Nakasone berdiri, membuang gelasnya ke tempat sampah, lalu keluar 

dari ruang belakang sambil meregangkan bahunya. Sungguh sederhana orangnya…


Melihat punggung Nakasone menghilang, aku dan Toiro sama-sama menghela napas lega dan melepaskan ketegangan.


"Untung bukan Mayuko."


"Iya, beneran. Kalau Mayu-chan yang ada di sini, mungkin kita bakal ditekan lebih parah, ya."


Di depan Mayuko yang saat ini begitu sensitif soal hubungan kami, kami sama sekali tak boleh lengah. Tapi dibandingkan Mayuko, Nakasone kelihatannya lebih percaya pada kami, atau bisa dibilang, dia mendukung kami. Sebenarnya, jika hanya dibilang cocok, mungkin tak perlu sampai segitunya menyela pembicaraan.


"Pokoknya, ayo semangat terus!"


Toiro berkata sambil sedikit meregangkan tubuhnya dan mengarah ke dapur.


"Mulai dari kerjaan yang ada di depan mata dulu, ya."


Aku juga menghabiskan minuman olahraga yang ada di tanganku dan berdiri.

Saat itulah.


"Wah, kalian semangat, ya. Kalau begitu, ada menu spesial nih, aku mau kalian kerjakan."


Saat kami melihat ke arah suara itu, tampak Koharu-san mengintip dari balik tirai dan melambaikan tangan ke arah kami.
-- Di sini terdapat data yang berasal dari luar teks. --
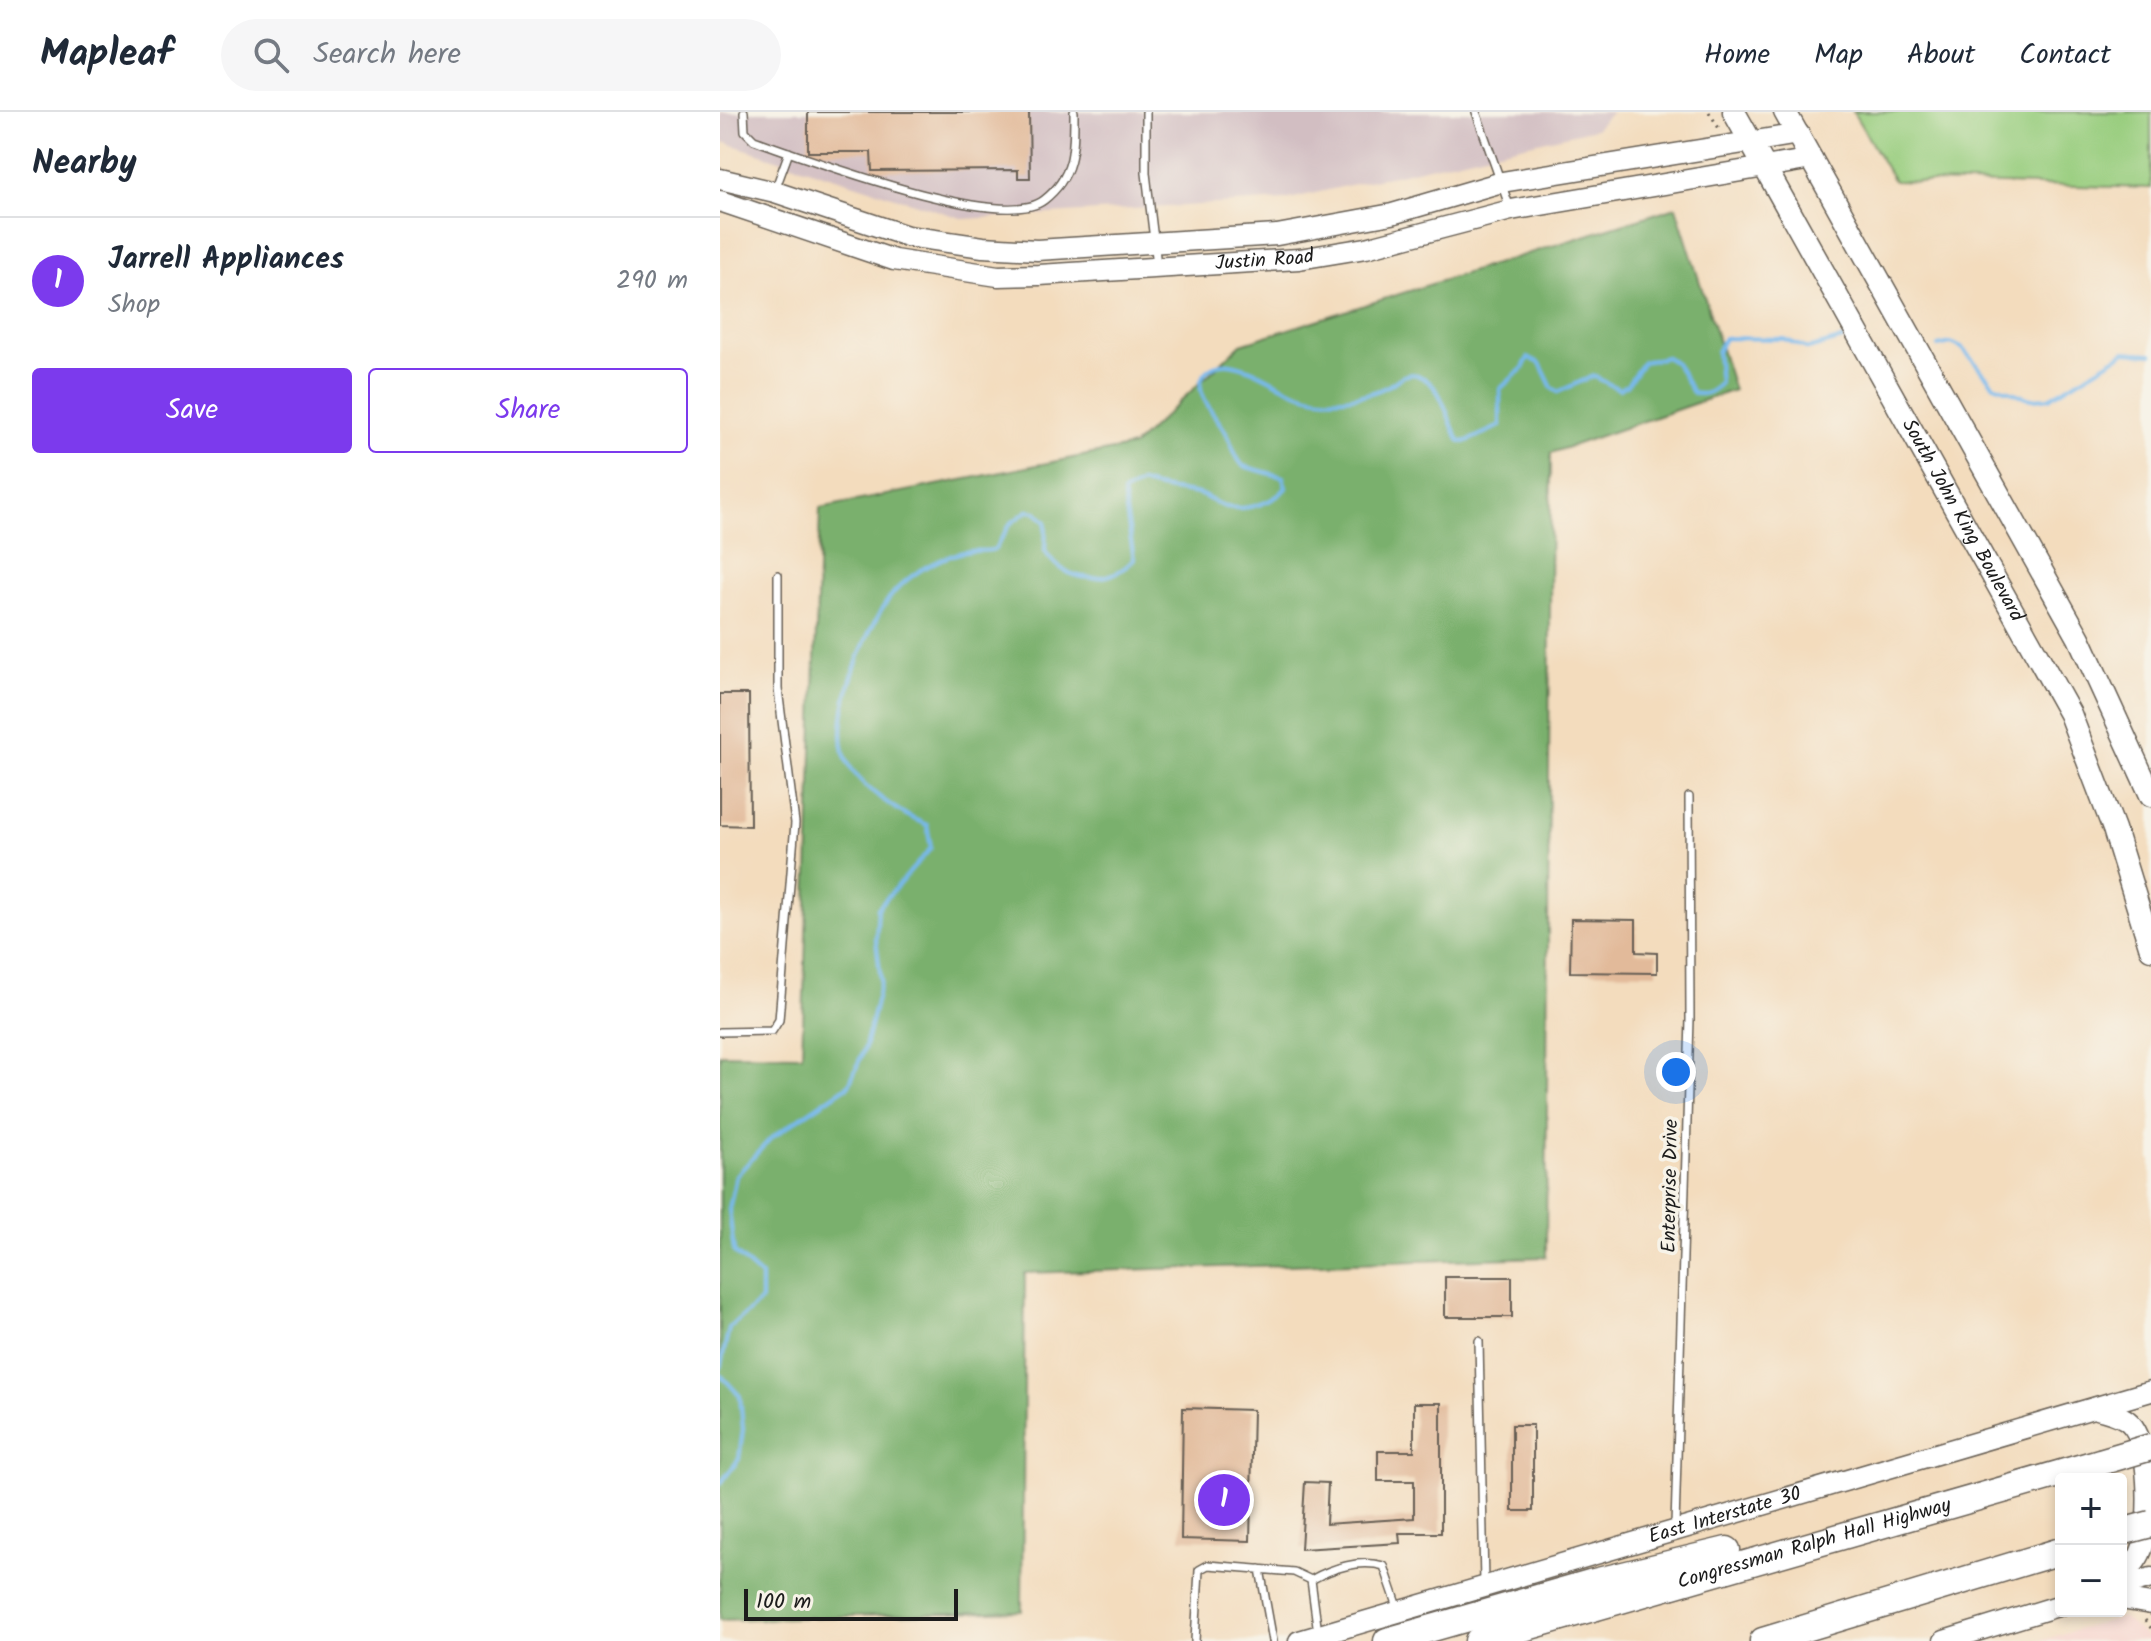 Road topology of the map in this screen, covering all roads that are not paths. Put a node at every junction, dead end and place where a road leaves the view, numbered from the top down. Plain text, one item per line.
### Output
1 (744, 112) edge
2 (1074, 112) edge
3 (1146, 112) edge
4 (1476, 112) edge
5 (1734, 112) edge
6 (1785, 112) edge
7 (1799, 134) junction
8 (1751, 143) junction
9 (789, 152) junction
10 (1812, 159) junction
11 (1765, 167) junction
12 (720, 179) edge
13 (1502, 182) junction
14 (775, 192) junction
15 (720, 201) edge
16 (1511, 210) junction
17 (767, 216) junction
18 (1156, 240) junction
19 (1157, 268) junction
20 (778, 575) dead end
21 (2151, 795) edge
22 (1689, 797) dead end
23 (2151, 949) edge
24 (720, 1032) edge
25 (1479, 1341) dead end
26 (2151, 1391) edge
27 (2095, 1408) junction
28 (2151, 1447) edge
29 (1880, 1522) junction
30 (2151, 1524) edge
31 (1675, 1528) junction
32 (2127, 1530) edge
33 (2055, 1553) edge
34 (1260, 1569) junction
35 (2127, 1572) edge
36 (2151, 1578) edge
37 (1311, 1580) junction
38 (1951, 1585) junction
39 (2127, 1585) edge
40 (1484, 1586) junction
41 (2127, 1602) edge
42 (2055, 1607) edge
43 (2147, 1611) edge
44 (1399, 1612) junction
45 (1309, 1638) edge
46 (1195, 1641) edge
47 (1273, 1641) edge
48 (1387, 1641) edge
49 (1478, 1641) edge
50 (1763, 1641) edge
51 (1813, 1641) edge
52 (1944, 1641) edge

1 - 9 lane
2 - 9 lane
3 - 18 lane
4 - 13 lane
5 - 8 main road, South John King Boulevard
6 - 7 main road
7 - 8 street, Justin Road
7 - 10 main road
8 - 11 main road, South John King Boulevard
8 - 13 street, Justin Road
9 - 14 lane
10 - 11 street, Justin Road
10 - 21 main road
11 - 16 street, Justin Road
11 - 23 main road, South John King Boulevard
12 - 14 street, Justin Road
13 - 16 lane
13 - 18 street, Justin Road
14 - 17 street
14 - 18 street, Justin Road
15 - 17 street, Justin Road
16 - 19 street, Justin Road
17 - 19 street, Justin Road
18 - 19 lane
20 - 24 lane
22 - 31 lane, Enterprise Drive
25 - 40 lane
26 - 27 street, East Interstate 30
27 - 31 street, East Interstate 30
27 - 35 street
28 - 29 highway, Congressman Ralph Hall Highway, bridge
29 - 48 highway
29 - 49 highway, Congressman Ralph Hall Highway
30 - 32 highway, bridge
31 - 40 street, East Interstate 30
33 - 38 highway
34 - 37 lane
34 - 46 lane
34 - 47 lane
36 - 39 street
37 - 44 lane
37 - 45 lane
38 - 50 highway
38 - 51 highway
40 - 44 street, East Interstate 30
41 - 43 street
42 - 52 street
44 - 45 street, East Interstate 30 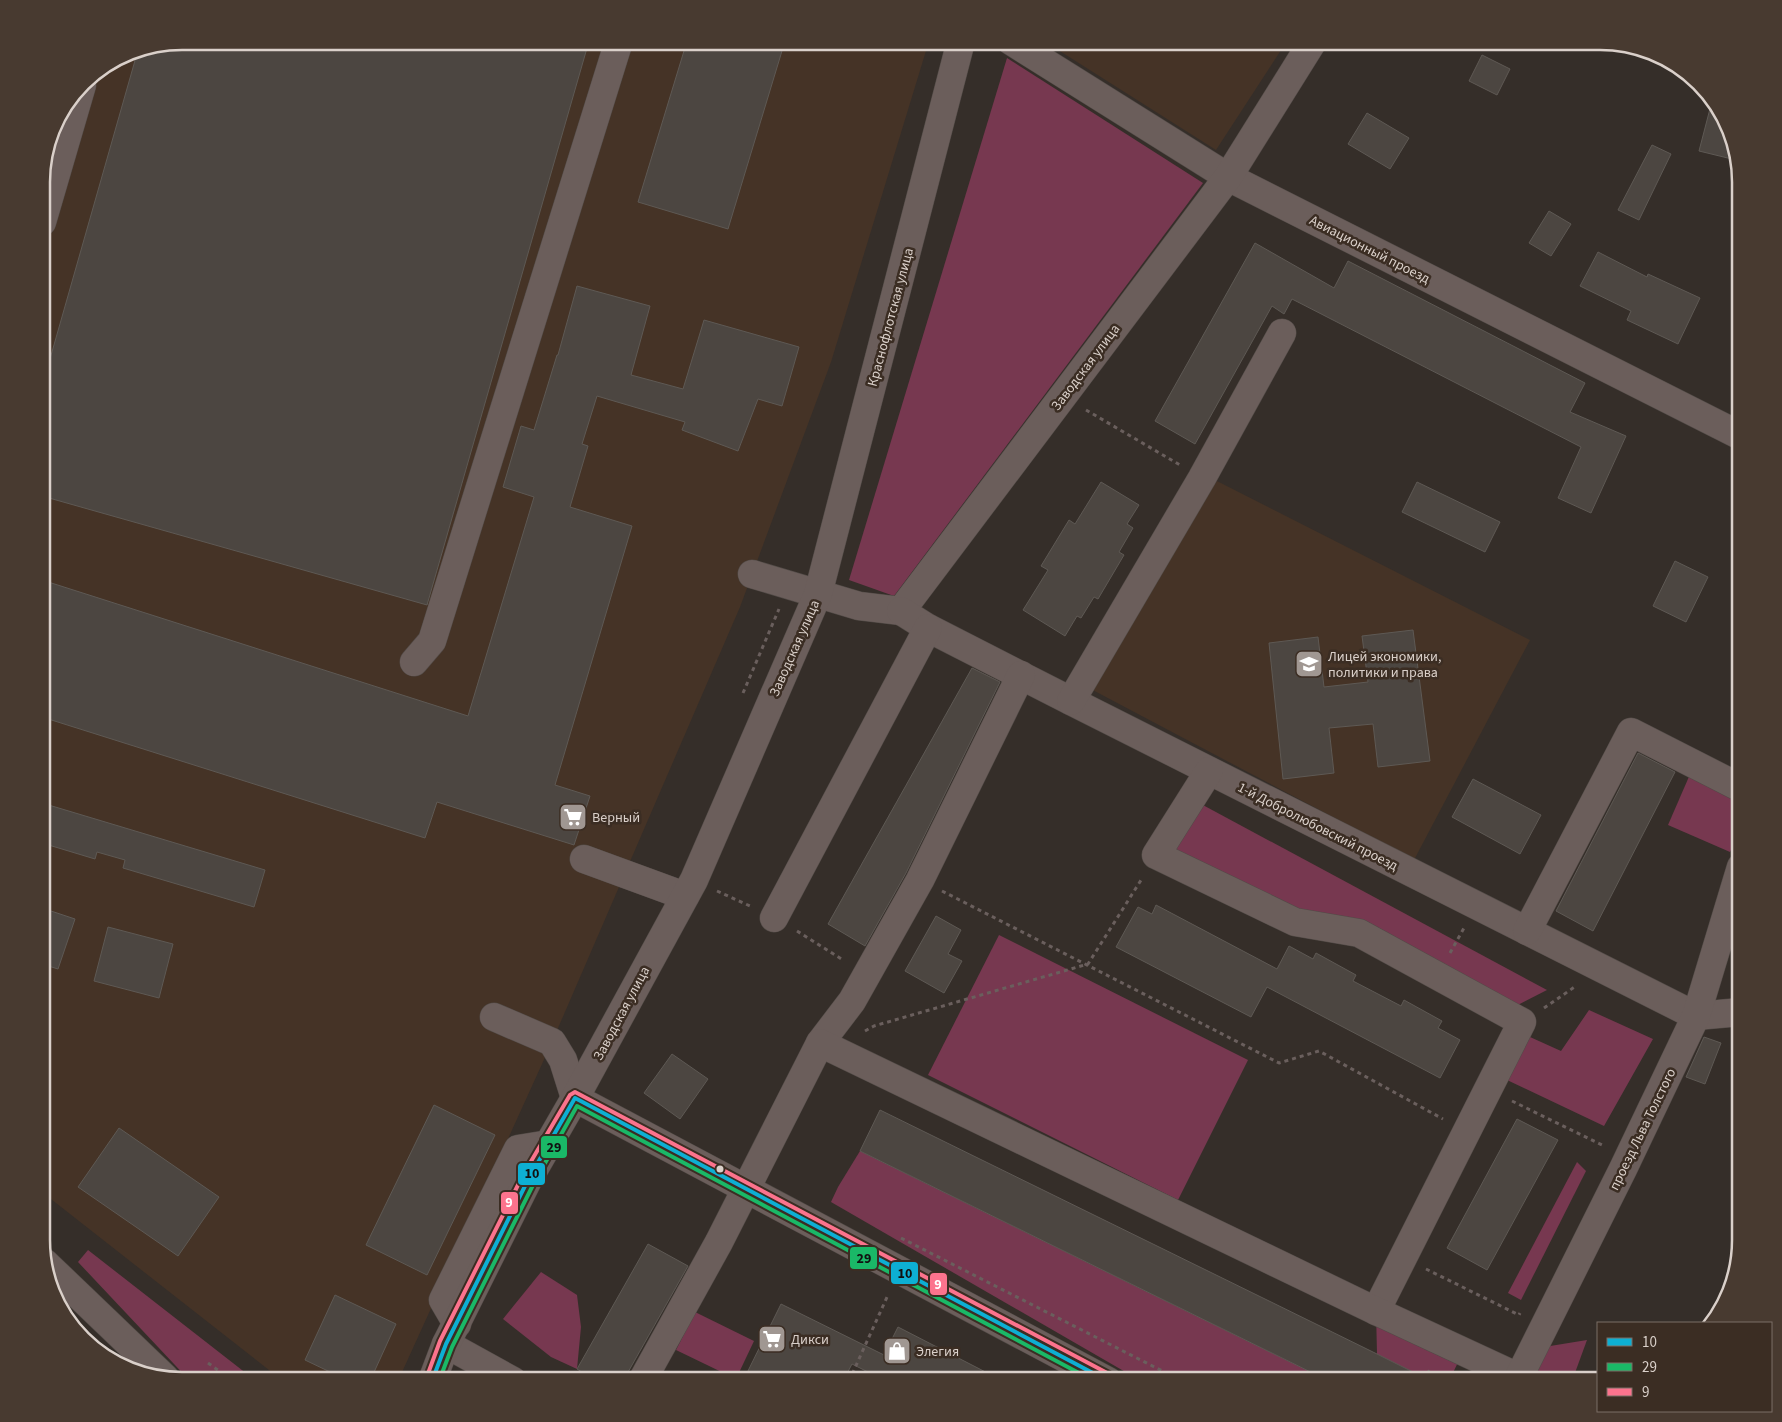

Wajahnya yang tersenyum itu terasa mengerikan, dan kali ini bukan hanya aku yang merasakannya.


"Ja-jadi, apa yang harus kita lakukan?" tanya Toiro dengan suara yang sedikit bergetar.


"Fufufu. Itu rahasia, nanti kalian tahu sendiri kalau sudah ke sini."


Kenapa harus dirahasiakan? Aku mulai gemetar ketakutan. Dari awal disebut ‘menu spesial’ saja, perasaanku sudah tak enak.


Tapi, kami adalah pekerja yang digaji. Tak ada pilihan lain selain mengikuti perintah sang pemilik.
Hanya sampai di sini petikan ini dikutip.